======== RECORDS FOR THE TASK

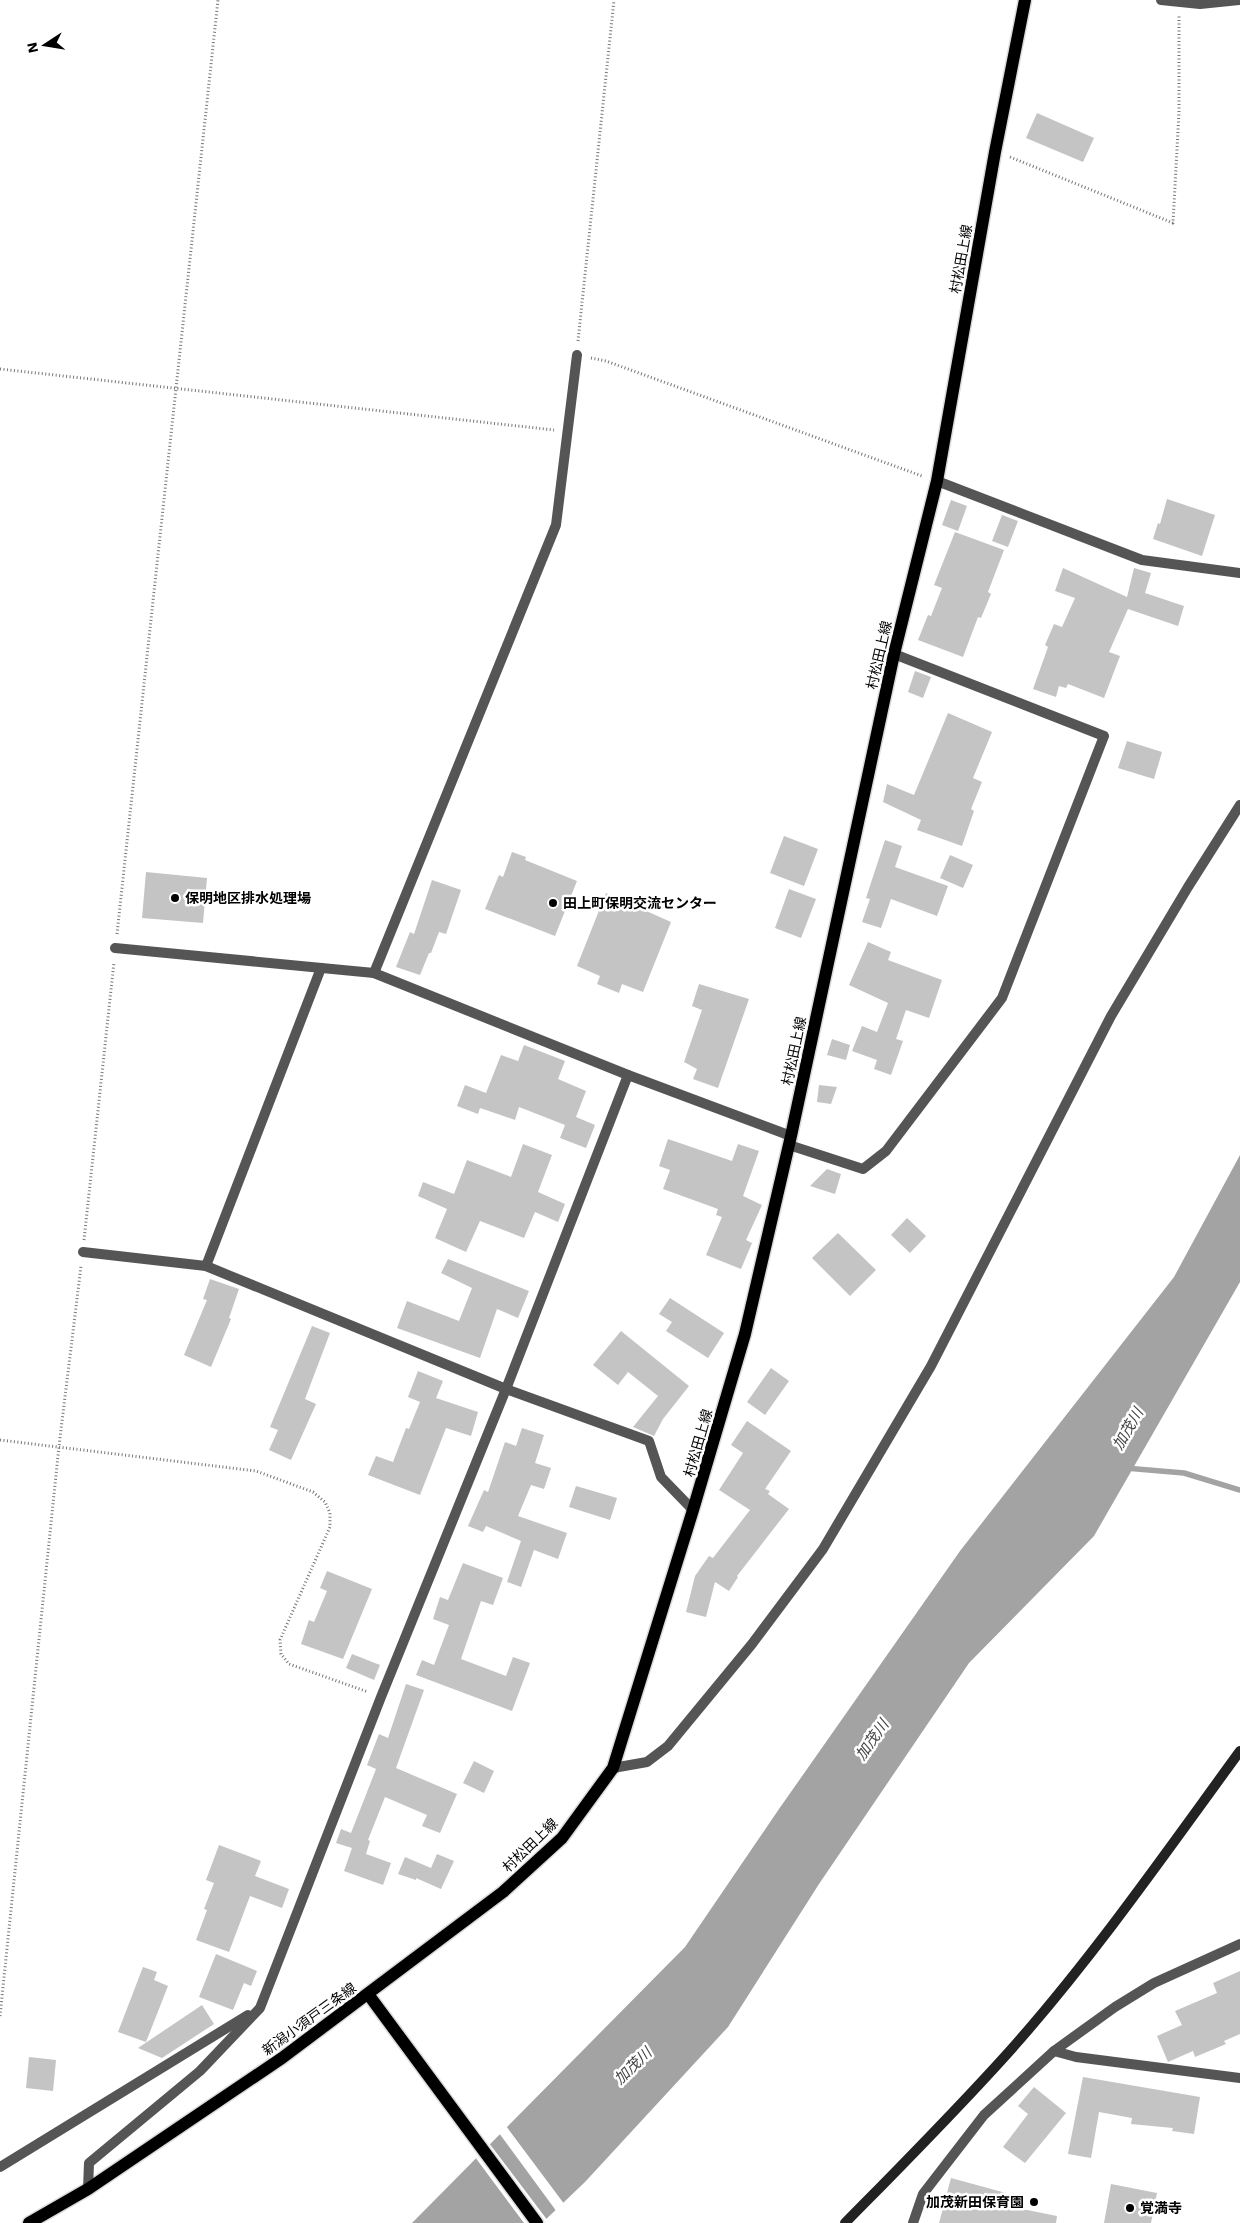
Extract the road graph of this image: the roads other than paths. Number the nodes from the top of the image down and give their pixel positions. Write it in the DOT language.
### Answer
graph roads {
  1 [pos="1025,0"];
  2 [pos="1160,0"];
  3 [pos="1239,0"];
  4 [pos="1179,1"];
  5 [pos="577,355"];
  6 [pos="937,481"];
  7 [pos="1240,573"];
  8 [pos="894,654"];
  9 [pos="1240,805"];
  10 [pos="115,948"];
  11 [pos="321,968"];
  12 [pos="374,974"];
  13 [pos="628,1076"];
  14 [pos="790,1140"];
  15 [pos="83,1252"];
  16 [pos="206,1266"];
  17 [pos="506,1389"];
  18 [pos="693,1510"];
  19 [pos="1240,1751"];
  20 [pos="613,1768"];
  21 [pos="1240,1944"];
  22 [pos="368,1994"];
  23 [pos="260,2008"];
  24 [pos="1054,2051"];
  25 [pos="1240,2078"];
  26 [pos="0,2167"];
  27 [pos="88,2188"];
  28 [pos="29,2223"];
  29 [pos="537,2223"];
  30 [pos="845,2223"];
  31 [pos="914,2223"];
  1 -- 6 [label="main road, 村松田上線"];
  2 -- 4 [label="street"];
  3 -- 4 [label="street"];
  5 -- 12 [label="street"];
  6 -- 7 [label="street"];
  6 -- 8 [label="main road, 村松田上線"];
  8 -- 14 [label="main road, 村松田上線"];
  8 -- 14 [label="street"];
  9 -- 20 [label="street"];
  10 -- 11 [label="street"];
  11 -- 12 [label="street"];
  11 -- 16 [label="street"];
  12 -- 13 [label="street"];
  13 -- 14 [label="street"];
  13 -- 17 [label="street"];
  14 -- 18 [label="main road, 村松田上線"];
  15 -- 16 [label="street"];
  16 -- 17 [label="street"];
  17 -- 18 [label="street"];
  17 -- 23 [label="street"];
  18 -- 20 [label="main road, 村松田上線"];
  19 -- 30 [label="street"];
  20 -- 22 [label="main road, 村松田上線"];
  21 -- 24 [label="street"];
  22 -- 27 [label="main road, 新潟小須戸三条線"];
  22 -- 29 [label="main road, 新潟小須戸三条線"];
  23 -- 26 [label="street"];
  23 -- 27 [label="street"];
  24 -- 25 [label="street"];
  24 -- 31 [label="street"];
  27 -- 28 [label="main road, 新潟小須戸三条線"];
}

================
======== RECORDS FOR THE TASK

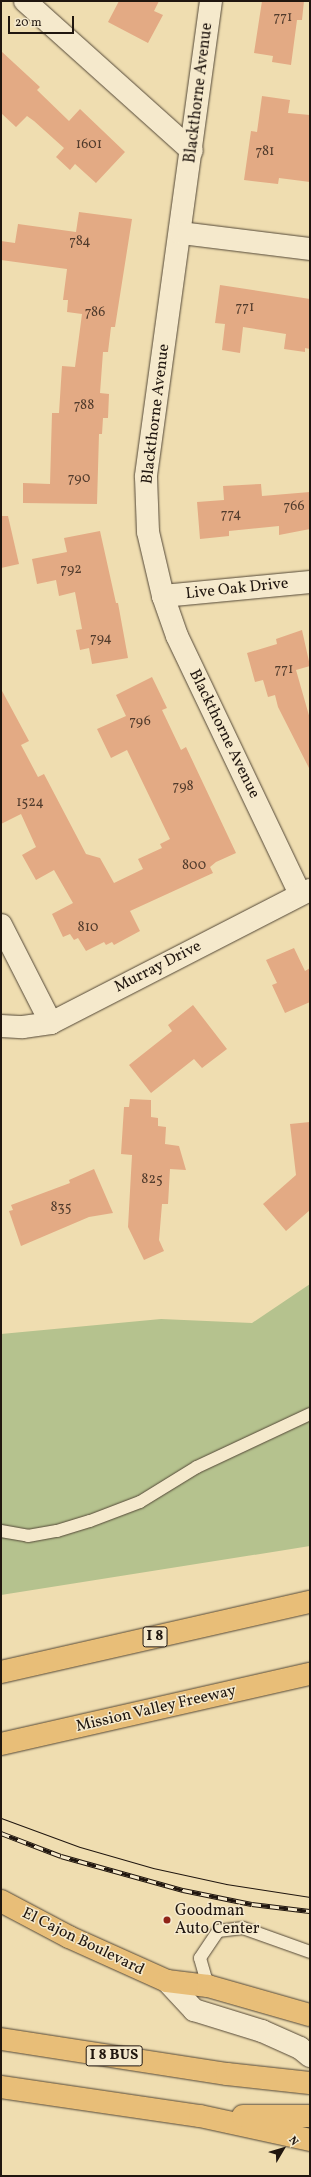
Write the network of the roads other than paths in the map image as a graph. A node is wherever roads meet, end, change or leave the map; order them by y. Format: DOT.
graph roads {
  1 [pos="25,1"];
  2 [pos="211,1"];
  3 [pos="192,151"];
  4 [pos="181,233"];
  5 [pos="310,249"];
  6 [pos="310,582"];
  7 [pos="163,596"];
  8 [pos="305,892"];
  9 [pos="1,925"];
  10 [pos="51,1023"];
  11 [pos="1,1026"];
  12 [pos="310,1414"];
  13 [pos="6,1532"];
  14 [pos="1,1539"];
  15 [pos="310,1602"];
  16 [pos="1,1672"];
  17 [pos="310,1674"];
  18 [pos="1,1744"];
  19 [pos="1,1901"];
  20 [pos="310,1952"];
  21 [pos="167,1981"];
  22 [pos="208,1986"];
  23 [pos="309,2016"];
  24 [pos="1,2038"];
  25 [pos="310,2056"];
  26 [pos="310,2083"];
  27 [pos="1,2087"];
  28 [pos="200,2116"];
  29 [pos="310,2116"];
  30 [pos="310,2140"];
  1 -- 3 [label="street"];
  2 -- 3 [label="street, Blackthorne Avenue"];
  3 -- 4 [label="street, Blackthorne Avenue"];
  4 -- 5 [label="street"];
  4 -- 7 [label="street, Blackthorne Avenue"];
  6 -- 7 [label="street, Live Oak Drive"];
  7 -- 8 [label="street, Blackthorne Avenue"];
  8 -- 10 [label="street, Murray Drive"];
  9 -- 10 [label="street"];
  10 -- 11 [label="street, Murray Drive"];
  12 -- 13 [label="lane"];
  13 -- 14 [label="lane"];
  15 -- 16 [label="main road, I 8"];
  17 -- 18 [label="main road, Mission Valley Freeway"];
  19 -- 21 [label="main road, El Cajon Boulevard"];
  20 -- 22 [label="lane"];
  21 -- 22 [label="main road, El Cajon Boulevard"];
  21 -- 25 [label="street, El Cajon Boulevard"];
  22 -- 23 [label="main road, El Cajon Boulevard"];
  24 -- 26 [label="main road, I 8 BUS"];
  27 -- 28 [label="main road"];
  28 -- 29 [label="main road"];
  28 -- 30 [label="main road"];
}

================
======== RECORDS FOR THE TASK

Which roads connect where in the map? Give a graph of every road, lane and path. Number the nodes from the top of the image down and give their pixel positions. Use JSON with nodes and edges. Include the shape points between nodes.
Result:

================

__WHAT TO PRODUCE__: From the material above, return every line that contains "pixel".

__RESPONSE TO THE EXERCISE__:
Extract the road graph of this image: the roads other than paths. Number the nodes from the top of the image down and give their pixel positions. Write it in the DOT language.
Which roads connect where in the map? Give a graph of every road, lane and path. Number the nodes from the top of the image down and give their pixel positions. Use JSON with nodes and edges. Include the shape points between nodes.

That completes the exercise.